- Born: Hans Burmann Sánchez 9 August 1937 (age 89) Bad Honnef, Germany
- Occupation: Cinematographer
- Years active: 1953–2012
- Father: Sigfrido Burmann
- Relatives: Wolfgang Burmann (brother)

= Hans Burmann =

Spanish cinematographer (born 1937)

Hans Burmann Sánchez (born 9 August 1937) is a German-born Spanish cinematographer. His career in the Spanish film industry began in the early 1950s and progressed from camera assistant and camera operator to director of photography. He photographed films by directors including Mario Camus, Pilar Miró, José Luis Cuerda, Luis García Berlanga, Imanol Uribe, Tomás Gutiérrez Alea and Alejandro Amenábar. Among his best-known credits are La colmena (1982), The Holy Innocents (1984), Thesis (1996), Open Your Eyes (1997) and The Blind Sunflowers (2008).

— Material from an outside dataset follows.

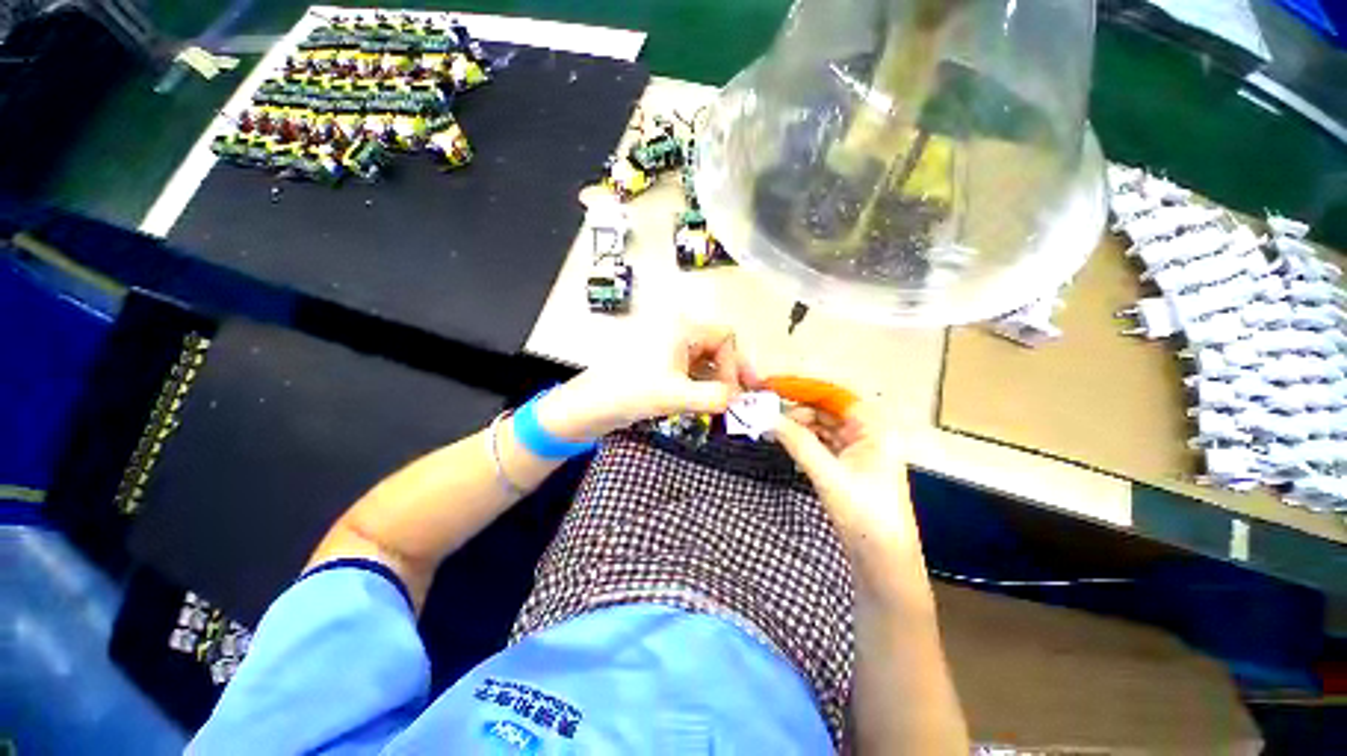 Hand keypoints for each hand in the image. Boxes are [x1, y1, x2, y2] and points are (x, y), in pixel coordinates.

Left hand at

Burmann received five nominations for the Goya Award for Best Cinematography, for Werther (1986), La rusa (1987), The Dumbfounded King (1991), The Sow (1992) and The Blind Sunflowers (2008).

==Early life and career==
Burmann was born in Bad Honnef, Germany, to the German-born set designer Sigfrido Burmann and a Spanish mother. His family settled in Madrid, where he grew up in the Ciudad Lineal district near the CEA film studios. His younger brother, Wolfgang Burmann, became a film and theatre art director.

Burmann entered the industry at the age of 15, when his father found him work as a trainee in the camera department of Condenados (1953). He subsequently worked as a camera assistant on Pedro Lazaga's Cuerda de presos (1956). During the 1960s he worked as a camera operator, before becoming a director of photography on feature films in 1970. One of his first credits in that capacity was Ramón Fernández's comedy Thou Shalt Not Covet Thy Fifth Floor Neighbour, a major commercial success in Spain.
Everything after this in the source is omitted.